Próximo do aniversário de Chico Science, integrante do grupo Nação Zumbi — ele completaria 58 anos em 13 de março —, trazemos suas contribuições para o movimento que reconfigurou a música em Recife e no Brasil

“Modernizar o passado. É uma evolução musical”, com este verso, Chico Science & Nação Zumbi começam Monólogo ao Pé do Ouvido, dando início ao álbum Da Lama ao Caos, o primeiro do grupo. O disco, que completa 30 anos em abril de 2024, foi um marco para a música nacional, unindo diferentes elementos musicais, que iam do maracatu ao heavy metal, e carregando uma estética única, que colocava Recife no centro das atenções. Anos depois, o disco ainda é visto como um dos principais da década de 1990 e da história do Brasil. E este primeiro verso pode ser entendido como uma síntese da proposta que Chico Science, e todos os integrantes do Manguebeat, tinham com a arte que faziam. 

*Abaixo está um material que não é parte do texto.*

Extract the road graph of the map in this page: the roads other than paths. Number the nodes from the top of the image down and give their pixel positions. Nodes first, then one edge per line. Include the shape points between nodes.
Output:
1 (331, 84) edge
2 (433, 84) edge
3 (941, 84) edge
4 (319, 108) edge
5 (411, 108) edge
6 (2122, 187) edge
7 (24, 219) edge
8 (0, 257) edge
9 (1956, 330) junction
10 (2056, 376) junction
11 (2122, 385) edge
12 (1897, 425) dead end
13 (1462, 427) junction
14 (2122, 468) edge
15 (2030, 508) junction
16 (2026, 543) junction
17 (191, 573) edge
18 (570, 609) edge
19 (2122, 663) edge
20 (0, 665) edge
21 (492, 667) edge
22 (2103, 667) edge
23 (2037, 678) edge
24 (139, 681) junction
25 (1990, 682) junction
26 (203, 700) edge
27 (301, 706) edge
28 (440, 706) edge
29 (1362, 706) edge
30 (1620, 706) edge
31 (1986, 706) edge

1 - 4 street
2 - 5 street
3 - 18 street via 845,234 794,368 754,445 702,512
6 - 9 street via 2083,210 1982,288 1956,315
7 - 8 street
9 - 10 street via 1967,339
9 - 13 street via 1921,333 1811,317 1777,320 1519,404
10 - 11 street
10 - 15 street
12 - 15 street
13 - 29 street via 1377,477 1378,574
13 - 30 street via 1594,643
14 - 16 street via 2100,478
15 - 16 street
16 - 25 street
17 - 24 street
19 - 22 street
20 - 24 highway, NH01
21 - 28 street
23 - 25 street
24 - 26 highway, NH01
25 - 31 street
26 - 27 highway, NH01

Três anos antes, em 1991, Fred Zero Quatro, fundador da banda Mundo Livre S/A, outro expoente do Manguebeat, escrevia o 1º Manifesto do Movimento Mangue Bit, que depois ficou conhecido como Caranguejos com cérebro. No texto, Fred Zero Quatro enfatiza o colapso da capital pernambucana, que, decorrente de uma suposta ideia de progresso, destruiu seus manguezais, intensificou as desigualdades e agravou o quadro de miséria e caos urbano. 

1º MANIFESTO DO MOVIMENTO MANGUE BIT: FRED ZERO QUATRO FALA SOBRE O COLAPSO DE RECIFE

A estagnação que a cidade passava também era vista na música. Em Do Frevo ao Manguebeat, do jornalista José Teles, há um trecho de uma entrevista de Alceu Valença ao jornal Diário Oficial de Pernambuco, em março de 1992. Na publicação, o artista comenta que o estado de Pernambuco está velho e não consegue ser contemporâneo. “O que acontece em Pernambuco é que nós somos extremamente conservadores. A gente quer o forró, mas quer que o forró seja exatamente do mesmo jeito”, explica.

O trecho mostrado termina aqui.